START Data

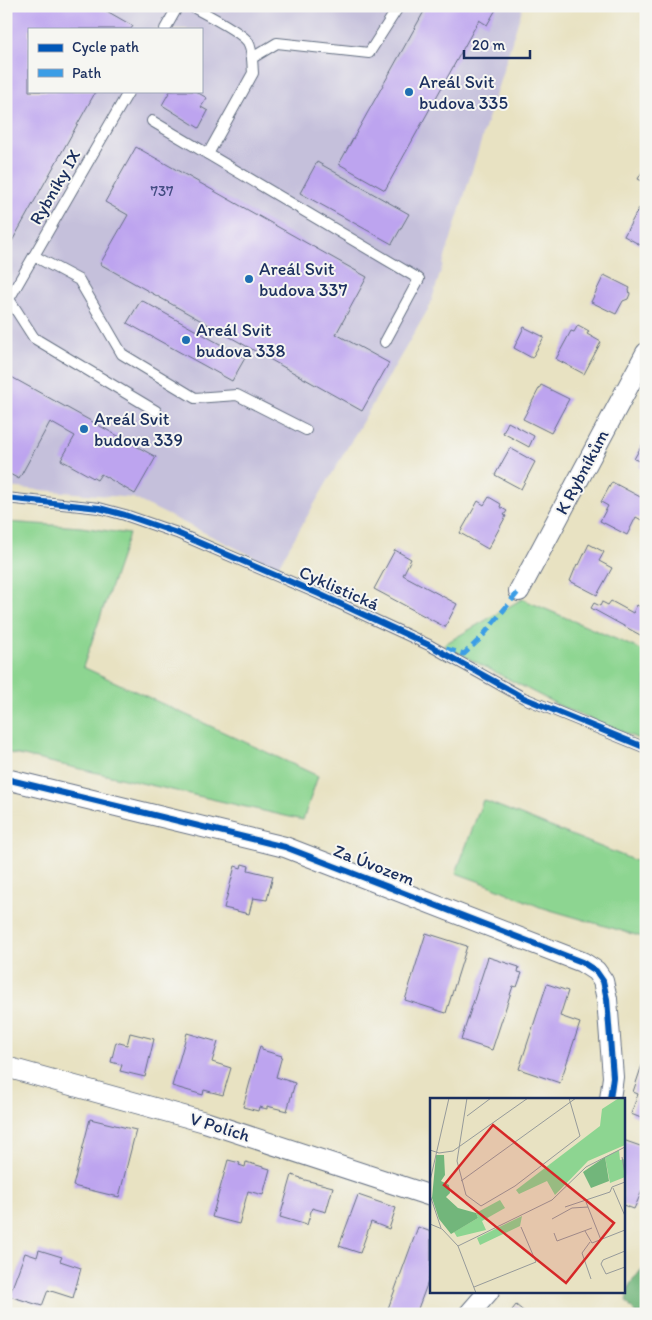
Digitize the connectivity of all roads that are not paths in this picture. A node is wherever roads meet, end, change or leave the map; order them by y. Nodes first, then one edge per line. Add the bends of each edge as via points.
1 (178, 6) edge
2 (191, 6) edge
3 (399, 6) edge
4 (166, 28) edge
5 (252, 58) junction
6 (128, 92) edge
7 (152, 121) dead end
8 (208, 154) junction
9 (34, 256) junction
10 (8, 298) edge
11 (386, 342) dead end
12 (646, 352) edge
13 (156, 411) dead end
14 (306, 430) dead end
15 (6, 498) edge
16 (519, 591) dead end
17 (646, 748) edge
18 (6, 780) edge
19 (6, 1067) edge
20 (610, 1098) edge
21 (430, 1196) edge
22 (488, 1292) edge
23 (469, 1314) edge

1 - 4 lane
2 - 5 lane via 248,41
3 - 5 lane via 370,53 277,43
5 - 8 lane via 253,73
6 - 9 lane, Rybníky IX
7 - 8 lane
8 - 11 lane via 419,279
9 - 10 lane, Rybníky IX
9 - 14 lane via 79,280 122,354 195,398 237,396
10 - 13 lane via 34,338
12 - 16 street, K Rybníkům
15 - 17 lane, Cyklistická via 99,508 177,533 429,645 524,698
18 - 20 street, Za Úvozem via 285,847 582,962 603,980 607,999 614,1077
19 - 21 street, V Polích via 205,1122
22 - 23 street

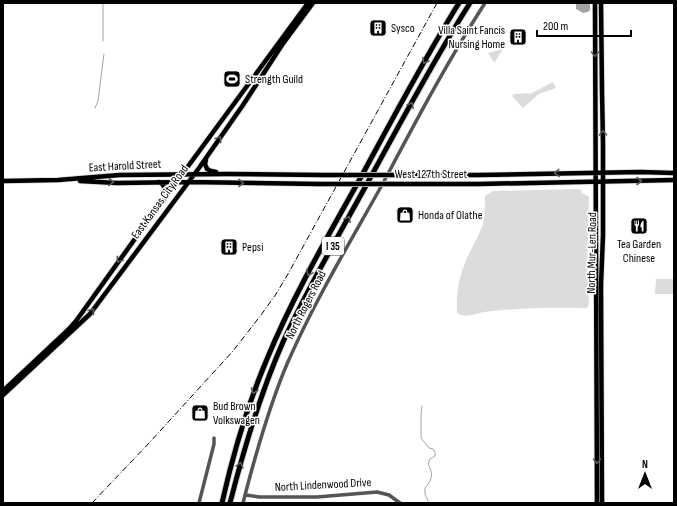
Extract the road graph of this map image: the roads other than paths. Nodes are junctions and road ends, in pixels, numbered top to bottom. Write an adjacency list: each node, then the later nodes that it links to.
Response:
1 (308, 3): 12 (main road, East Kansas City Road)
2 (313, 3): 8 (main road, East Kansas City Road, one-way to 2)
3 (459, 3): 29 (highway, I 35, one-way to 29)
4 (470, 3): 30 (highway, I 35, one-way to 4)
5 (485, 3): 27 (street, North Rogers Road)
6 (595, 3): 9 (main road, North Mur-Len Road, one-way to 9)
7 (601, 3): 10 (main road, North Mur-Len Road, one-way to 7)
8 (206, 157): 13 (main road, East Kansas City Road); 14 (main road)
9 (596, 172): 10 (main road, West 127th Street); 14 (main road, West 127th Street, one-way to 14, bridge); 18 (main road, North Mur-Len Road)
10 (603, 172): 11 (main road, West 127th Street); 19 (main road, North Mur-Len Road)
11 (674, 173)
12 (182, 174): 13 (main road, East Harold Street); 15 (main road, East Harold Street); 21 (main road, East Kansas City Road)
13 (194, 174): 14 (main road, West 127th Street); 22 (main road, East Kansas City Road)
14 (228, 174)
15 (58, 180): 17 (main road, East Harold Street); 20 (main road, East Harold Street, one-way to 20)
16 (674, 180): 19 (main road, West 127th Street, one-way to 16)
17 (3, 181)
18 (596, 181): 19 (main road, West 127th Street); 22 (main road, West 127th Street, one-way to 18, bridge); 33 (main road, North Mur-Len Road, one-way to 33)
19 (603, 181): 34 (main road, North Mur-Len Road)
20 (159, 182): 21 (main road, East Harold Street); 23 (main road)
21 (176, 182): 22 (main road, East Harold Street); 23 (main road, East Kansas City Road)
22 (188, 182): 25 (main road, East Kansas City Road, one-way to 22)
23 (164, 198): 24 (main road, East Kansas City Road, one-way to 24)
24 (3, 390)
25 (3, 396)
26 (214, 438): 28 (street)
27 (246, 495): 31 (street, North Rogers Road); 32 (street, North Lindenwood Drive)
28 (199, 503)
29 (222, 503)
30 (230, 503)
31 (244, 503)
32 (400, 503)
33 (597, 503)
34 (602, 503)

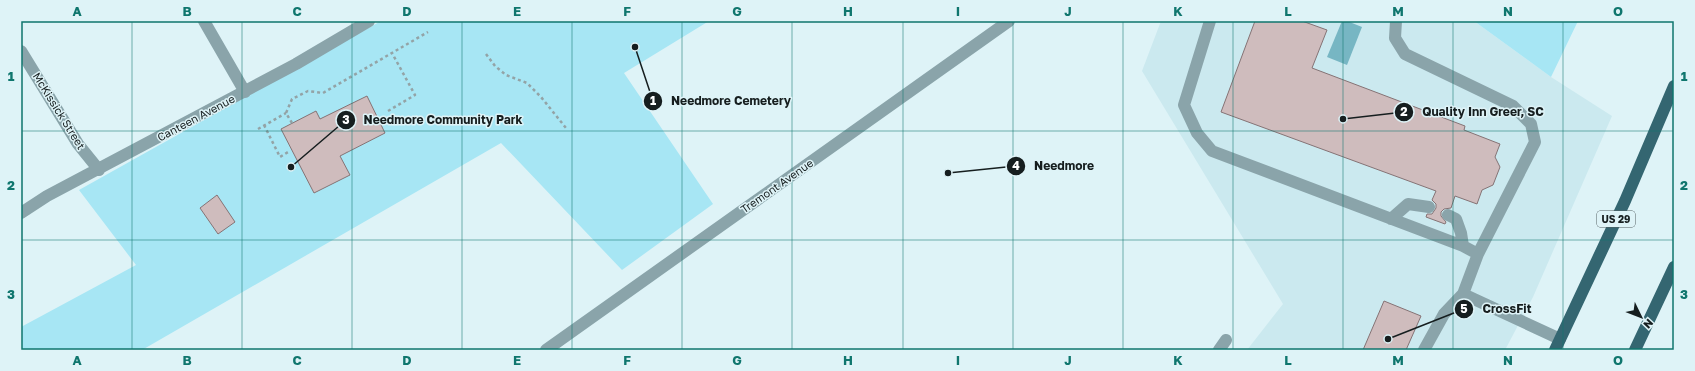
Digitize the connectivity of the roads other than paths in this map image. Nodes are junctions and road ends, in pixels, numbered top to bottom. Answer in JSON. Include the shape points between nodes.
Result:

END Data

Among the lines of these entries, find those that contain "bottom". Give their number and nothing else.

2